▶ [Records provided]
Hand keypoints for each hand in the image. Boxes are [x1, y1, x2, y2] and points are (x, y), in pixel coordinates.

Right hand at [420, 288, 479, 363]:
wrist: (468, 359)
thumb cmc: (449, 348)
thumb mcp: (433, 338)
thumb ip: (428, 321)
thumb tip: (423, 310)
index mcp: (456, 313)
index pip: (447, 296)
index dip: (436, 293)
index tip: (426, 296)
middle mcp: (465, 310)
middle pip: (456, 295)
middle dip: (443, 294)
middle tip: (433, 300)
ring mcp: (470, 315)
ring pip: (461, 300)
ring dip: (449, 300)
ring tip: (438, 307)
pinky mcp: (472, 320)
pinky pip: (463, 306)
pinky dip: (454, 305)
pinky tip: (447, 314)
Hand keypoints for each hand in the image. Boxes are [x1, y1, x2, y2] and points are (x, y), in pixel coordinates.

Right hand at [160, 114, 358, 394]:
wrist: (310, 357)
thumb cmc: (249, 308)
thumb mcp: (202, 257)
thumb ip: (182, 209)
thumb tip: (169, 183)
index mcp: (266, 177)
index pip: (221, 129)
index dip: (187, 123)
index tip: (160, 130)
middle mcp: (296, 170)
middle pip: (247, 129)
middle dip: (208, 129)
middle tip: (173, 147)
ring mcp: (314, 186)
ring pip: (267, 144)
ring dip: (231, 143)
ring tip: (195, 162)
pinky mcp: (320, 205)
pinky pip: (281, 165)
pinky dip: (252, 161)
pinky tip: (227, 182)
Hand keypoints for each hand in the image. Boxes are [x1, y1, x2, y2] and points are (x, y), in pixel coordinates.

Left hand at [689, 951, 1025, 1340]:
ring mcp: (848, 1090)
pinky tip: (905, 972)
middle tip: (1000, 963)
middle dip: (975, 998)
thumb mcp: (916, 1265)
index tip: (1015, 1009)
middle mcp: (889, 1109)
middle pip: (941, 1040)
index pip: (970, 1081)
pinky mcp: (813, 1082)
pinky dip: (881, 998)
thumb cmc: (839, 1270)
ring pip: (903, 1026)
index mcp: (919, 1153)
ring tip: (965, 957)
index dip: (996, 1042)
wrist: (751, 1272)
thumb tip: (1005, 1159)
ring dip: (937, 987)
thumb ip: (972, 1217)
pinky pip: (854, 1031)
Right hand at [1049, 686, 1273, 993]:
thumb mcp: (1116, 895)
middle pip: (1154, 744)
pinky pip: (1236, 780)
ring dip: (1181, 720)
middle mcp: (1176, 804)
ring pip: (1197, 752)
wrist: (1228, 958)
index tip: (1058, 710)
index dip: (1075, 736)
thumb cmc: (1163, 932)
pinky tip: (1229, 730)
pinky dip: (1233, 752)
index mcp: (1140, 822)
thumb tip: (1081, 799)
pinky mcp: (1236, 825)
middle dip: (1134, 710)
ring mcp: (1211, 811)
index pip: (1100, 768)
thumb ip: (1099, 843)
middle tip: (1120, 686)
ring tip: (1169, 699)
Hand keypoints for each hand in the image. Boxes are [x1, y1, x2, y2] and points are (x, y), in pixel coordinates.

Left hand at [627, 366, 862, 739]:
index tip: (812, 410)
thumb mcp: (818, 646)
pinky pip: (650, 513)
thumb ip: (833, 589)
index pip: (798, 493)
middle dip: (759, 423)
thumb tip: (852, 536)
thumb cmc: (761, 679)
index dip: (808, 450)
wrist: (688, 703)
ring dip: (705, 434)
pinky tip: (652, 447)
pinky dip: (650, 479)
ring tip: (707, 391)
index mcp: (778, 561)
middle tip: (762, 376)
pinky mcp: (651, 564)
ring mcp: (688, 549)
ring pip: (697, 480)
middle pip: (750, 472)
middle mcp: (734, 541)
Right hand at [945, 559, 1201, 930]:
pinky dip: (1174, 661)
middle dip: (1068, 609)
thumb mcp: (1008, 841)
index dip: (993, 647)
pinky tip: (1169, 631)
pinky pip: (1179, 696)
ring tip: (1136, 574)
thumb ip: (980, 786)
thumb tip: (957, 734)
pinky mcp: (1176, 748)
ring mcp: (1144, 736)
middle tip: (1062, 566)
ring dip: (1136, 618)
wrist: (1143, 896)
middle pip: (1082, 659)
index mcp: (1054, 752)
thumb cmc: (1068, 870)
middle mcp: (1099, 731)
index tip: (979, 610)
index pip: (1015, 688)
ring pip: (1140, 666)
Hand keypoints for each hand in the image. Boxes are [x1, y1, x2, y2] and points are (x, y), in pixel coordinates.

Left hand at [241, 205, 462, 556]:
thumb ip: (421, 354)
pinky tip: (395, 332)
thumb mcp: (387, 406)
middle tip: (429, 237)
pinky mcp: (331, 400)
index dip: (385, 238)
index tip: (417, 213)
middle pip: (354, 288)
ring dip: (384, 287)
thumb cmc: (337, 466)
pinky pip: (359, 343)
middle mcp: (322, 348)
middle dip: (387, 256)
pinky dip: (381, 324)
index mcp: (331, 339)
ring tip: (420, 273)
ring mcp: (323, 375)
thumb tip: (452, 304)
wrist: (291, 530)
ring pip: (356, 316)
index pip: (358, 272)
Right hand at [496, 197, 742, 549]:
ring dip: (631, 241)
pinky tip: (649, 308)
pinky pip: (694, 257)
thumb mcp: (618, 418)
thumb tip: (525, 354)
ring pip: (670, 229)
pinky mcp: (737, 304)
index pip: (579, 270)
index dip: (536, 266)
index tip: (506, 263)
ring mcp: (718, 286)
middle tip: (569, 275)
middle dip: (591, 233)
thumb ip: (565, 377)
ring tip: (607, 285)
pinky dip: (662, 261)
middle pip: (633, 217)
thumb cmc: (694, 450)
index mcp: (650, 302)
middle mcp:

▶ [Task instructions] In the listing above, find the line with "index tip: (1058, 710)" and the line with "thumb tip: (452, 304)", then print exactly those two lines and every line between them, and nothing more.

▶ [Solution below]
index tip: (1058, 710)
index dip: (1075, 736)
thumb cmc: (1163, 932)
pinky tip: (1229, 730)
pinky dip: (1233, 752)
index mcp: (1140, 822)
thumb tip: (1081, 799)
pinky mcp: (1236, 825)
middle dip: (1134, 710)
ring mcp: (1211, 811)
index pip: (1100, 768)
thumb ip: (1099, 843)
middle tip: (1120, 686)
ring tip: (1169, 699)
Hand keypoints for each hand in the image. Boxes are [x1, y1, x2, y2] and points are (x, y), in pixel coordinates.

Left hand at [627, 366, 862, 739]:
index tip: (812, 410)
thumb mcp: (818, 646)
pinky pip: (650, 513)
thumb ip: (833, 589)
index pip: (798, 493)
middle dip: (759, 423)
thumb tip: (852, 536)
thumb cmc: (761, 679)
index dip: (808, 450)
wrist: (688, 703)
ring dip: (705, 434)
pinky tip: (652, 447)
pinky dip: (650, 479)
ring tip: (707, 391)
index mcp: (778, 561)
middle tip: (762, 376)
pinky mcp: (651, 564)
ring mcp: (688, 549)
ring pip: (697, 480)
middle pip: (750, 472)
middle mcp: (734, 541)
Right hand at [945, 559, 1201, 930]:
pinky dip: (1174, 661)
middle dip: (1068, 609)
thumb mcp: (1008, 841)
index dip: (993, 647)
pinky tip: (1169, 631)
pinky pip: (1179, 696)
ring tip: (1136, 574)
thumb ip: (980, 786)
thumb tip: (957, 734)
pinky mcp: (1176, 748)
ring mcp: (1144, 736)
middle tip: (1062, 566)
ring dip: (1136, 618)
wrist: (1143, 896)
middle pip: (1082, 659)
index mcp: (1054, 752)
thumb cmc: (1068, 870)
middle mcp: (1099, 731)
index tip: (979, 610)
index pip: (1015, 688)
ring pip: (1140, 666)
Hand keypoints for each hand in the image. Boxes are [x1, y1, x2, y2] and points are (x, y), in pixel coordinates.

Left hand at [241, 205, 462, 556]:
thumb ip: (421, 354)
pinky tip: (395, 332)
thumb mcp: (387, 406)
middle tip: (429, 237)
pinky mcp: (331, 400)
index dip: (385, 238)
index tip: (417, 213)
middle pip: (354, 288)
ring dip: (384, 287)
thumb cmc: (337, 466)
pinky pip: (359, 343)
middle mcp: (322, 348)
middle dip: (387, 256)
pinky dip: (381, 324)
index mcp: (331, 339)
ring tip: (420, 273)
ring mcp: (323, 375)
thumb tip: (452, 304)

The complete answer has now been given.